=== AIM OF THE TASK ===
Among the lines below, copy each one in which "junction" appears.

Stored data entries
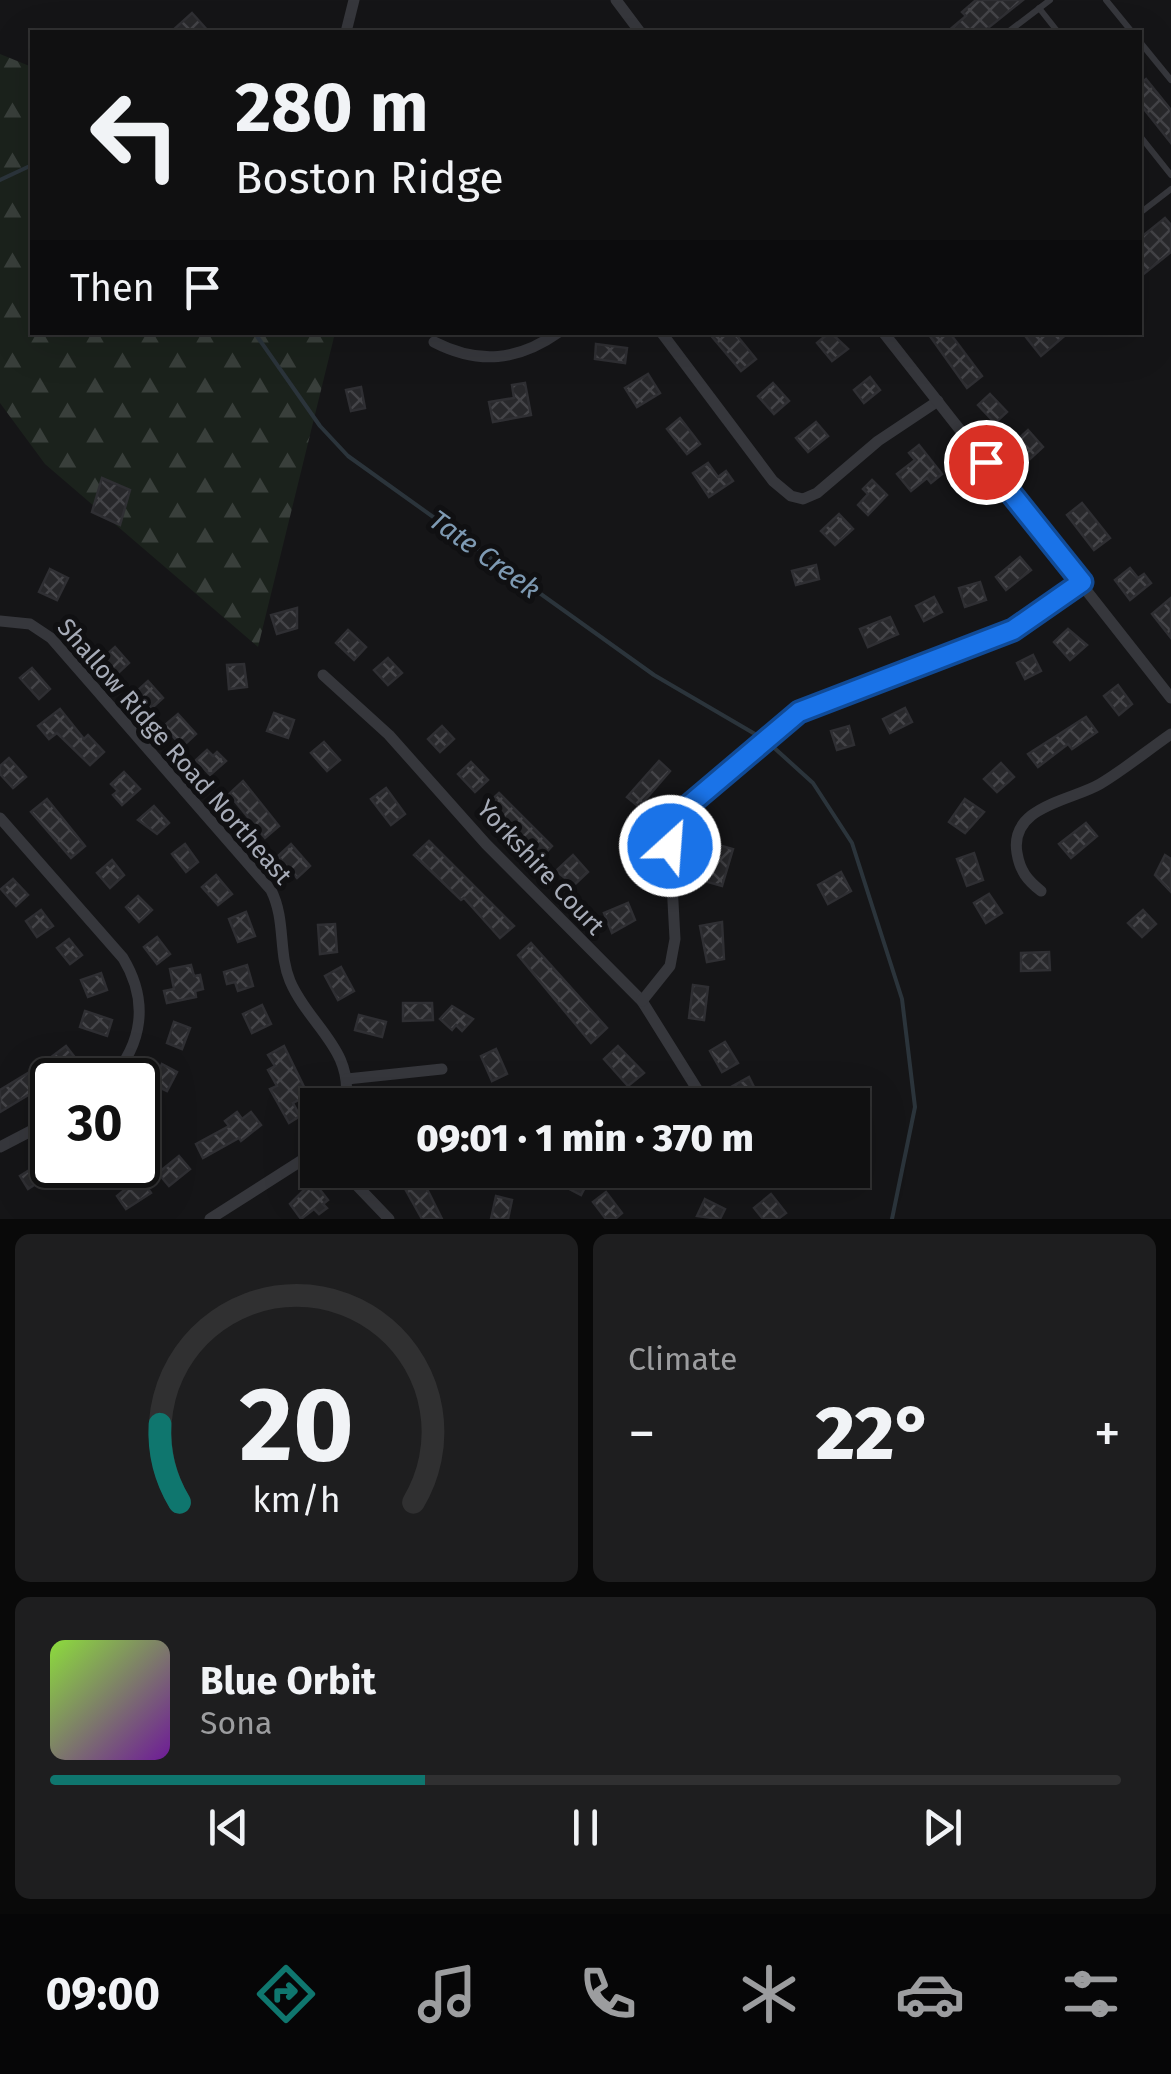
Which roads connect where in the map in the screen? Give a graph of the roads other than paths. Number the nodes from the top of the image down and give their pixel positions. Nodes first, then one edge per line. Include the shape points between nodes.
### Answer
1 (354, 0) edge
2 (616, 0) edge
3 (1050, 0) edge
4 (1106, 0) edge
5 (1039, 8) junction
6 (346, 30) edge
7 (638, 30) edge
8 (1011, 30) edge
9 (1056, 30) edge
10 (1130, 30) edge
11 (1142, 44) edge
12 (1171, 80) edge
13 (1142, 139) edge
14 (1171, 176) edge
15 (1171, 189) edge
16 (1142, 212) edge
17 (555, 335) edge
18 (663, 335) edge
19 (885, 335) edge
20 (434, 342) dead end
21 (938, 401) junction
22 (1082, 582) junction
23 (0, 621) edge
24 (324, 675) dead end
25 (1171, 698) edge
26 (1171, 734) edge
27 (0, 818) edge
28 (1041, 891) dead end
29 (642, 1001) junction
30 (128, 1058) edge
31 (442, 1069) dead end
32 (347, 1080) junction
33 (346, 1088) edge
34 (697, 1088) edge
35 (30, 1131) edge
36 (0, 1147) edge
37 (300, 1162) edge
38 (360, 1188) edge
39 (210, 1219) edge
40 (390, 1219) edge

1 - 6 street
2 - 7 street
3 - 5 lane
4 - 10 lane
5 - 8 lane
5 - 9 lane
11 - 12 lane
13 - 14 lane
15 - 16 lane
17 - 20 street via 531,352 506,356 474,356
18 - 21 street via 791,496 817,494
19 - 21 street
21 - 22 street
22 - 25 street
22 - 29 street via 1013,630 811,704 682,811 670,846 670,966
23 - 32 street, Shallow Ridge Road Northeast via 30,624 50,638 271,890 289,978 339,1052
24 - 29 street, Yorkshire Court
26 - 28 street via 1101,783 1050,803 1021,824 1020,868
27 - 30 street via 123,958 136,984 138,1034
29 - 34 street, Yorkshire Court
31 - 32 street
32 - 33 street, Shallow Ridge Road Northeast
35 - 36 street
37 - 39 street
38 - 40 street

=== OUTPUT OF THE TASK ===
5 (1039, 8) junction
21 (938, 401) junction
22 (1082, 582) junction
29 (642, 1001) junction
32 (347, 1080) junction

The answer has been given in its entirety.